Frontal collisions can also release the refrigerant if the condenser is damaged, which could result in a severe underhood fire causing extensive damage to the vehicle.

There’s also a risk to service technicians who might encounter leaks while servicing a vehicle or operating recovery/recycling equipment.

Just to clarify, my comment about a safer viable alternative for gasoline was directed at internal combustion engines. What is a safer, more viable, drop-in, alternative fuel for gasoline engines? My point being, anyone that chooses to use a flammable hydrocarbon in their A/C system does so at their own risk because there are more than enough drop-in replacment refrigerants on the market that do not pose a safety risk. The same can not be said for gasoline for those of us running internal combustion engines in our vehicles.

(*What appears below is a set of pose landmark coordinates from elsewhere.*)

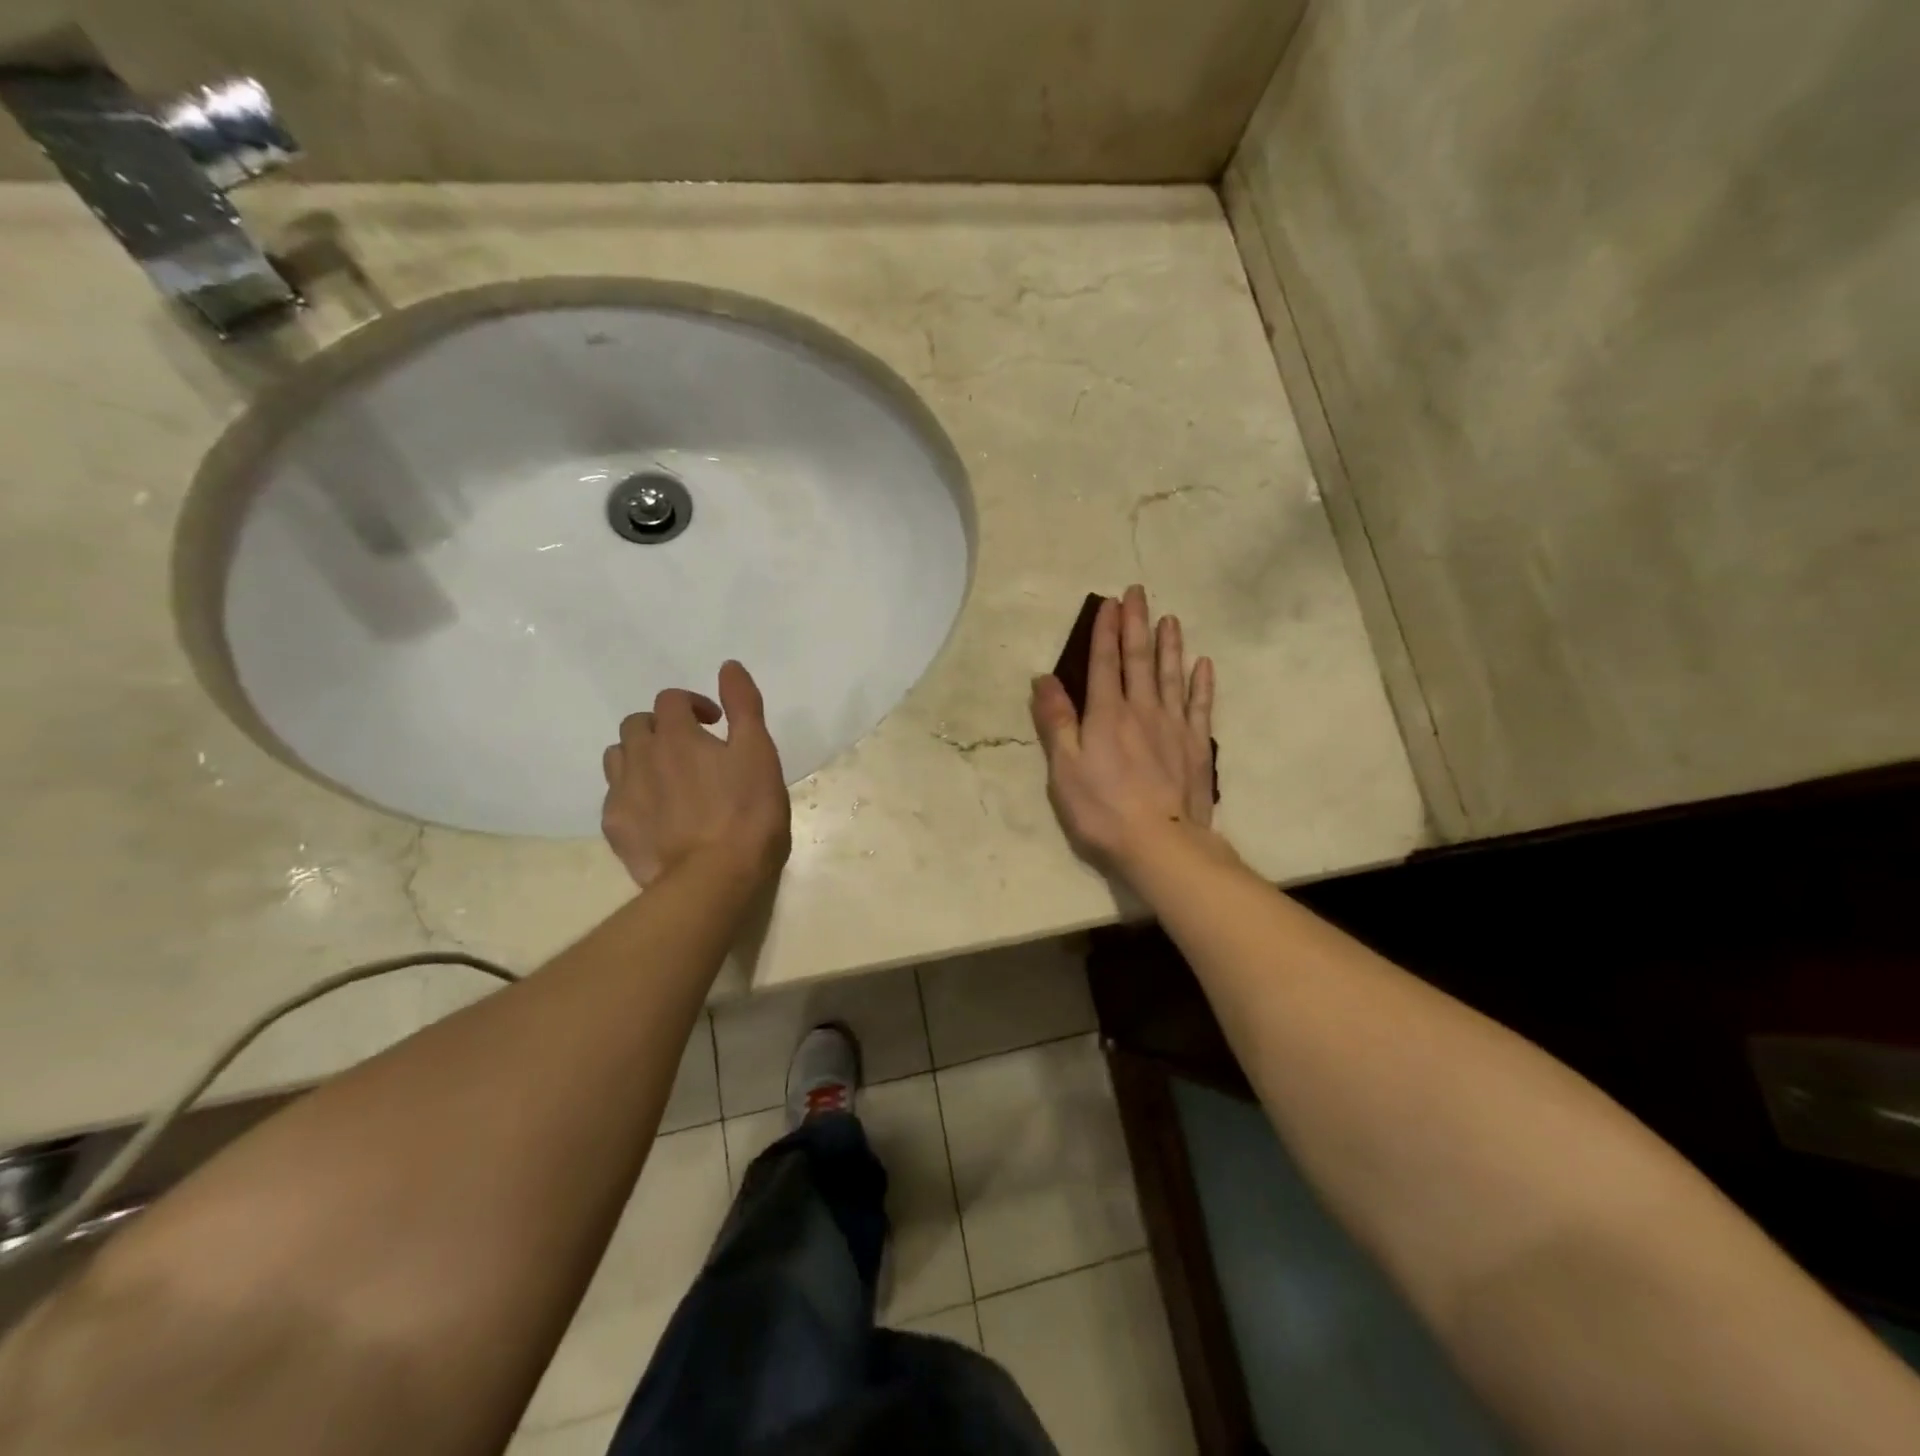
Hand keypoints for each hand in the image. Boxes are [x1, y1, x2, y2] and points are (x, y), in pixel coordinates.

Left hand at [601, 660, 791, 889]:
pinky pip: (615, 797)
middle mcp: (640, 756)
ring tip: (669, 778)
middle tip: (693, 750)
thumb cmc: (747, 812)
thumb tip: (728, 666)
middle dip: (663, 728)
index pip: (672, 699)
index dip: (694, 704)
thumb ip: (744, 706)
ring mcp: (622, 794)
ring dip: (641, 756)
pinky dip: (633, 793)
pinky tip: (657, 814)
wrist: (714, 879)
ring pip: (618, 757)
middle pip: (638, 725)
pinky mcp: (615, 829)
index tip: (717, 724)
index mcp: (677, 735)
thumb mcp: (759, 753)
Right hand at [1030, 584, 1217, 870]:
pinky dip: (1201, 683)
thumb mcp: (1064, 768)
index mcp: (1107, 714)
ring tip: (1170, 618)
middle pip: (1139, 660)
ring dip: (1169, 645)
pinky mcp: (1196, 746)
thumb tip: (1043, 678)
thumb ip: (1055, 721)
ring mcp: (1174, 726)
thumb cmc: (1102, 809)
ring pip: (1171, 675)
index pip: (1105, 662)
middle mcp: (1142, 710)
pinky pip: (1200, 705)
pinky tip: (1202, 665)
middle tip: (1139, 593)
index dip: (1106, 631)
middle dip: (1137, 624)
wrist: (1160, 843)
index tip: (1110, 602)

In my view, it comes down to risk vs. reward. Why would anyone want to risk the safety of themselves or their passengers by introducing a flammable substance into their A/C system if it's not necessary? Is the 3-to-4 degree temp. drop over R-134A worth it? If so, then why not spend the money and have the system refilled with R-12, which is perfectly safe and has a proven track record.

Just my two cents.....and I'll step down off my soap box :D
 
89 Saleen#455 - Excellent explanation.

The one thing that has not been said is that in order to buy any refrigerant other than R134a, you need a EPA 609 MVAC certification. Kind of makes the whole argument about DIY and alternative refrigerants pointless unless you pay the $20 and pass the certification test.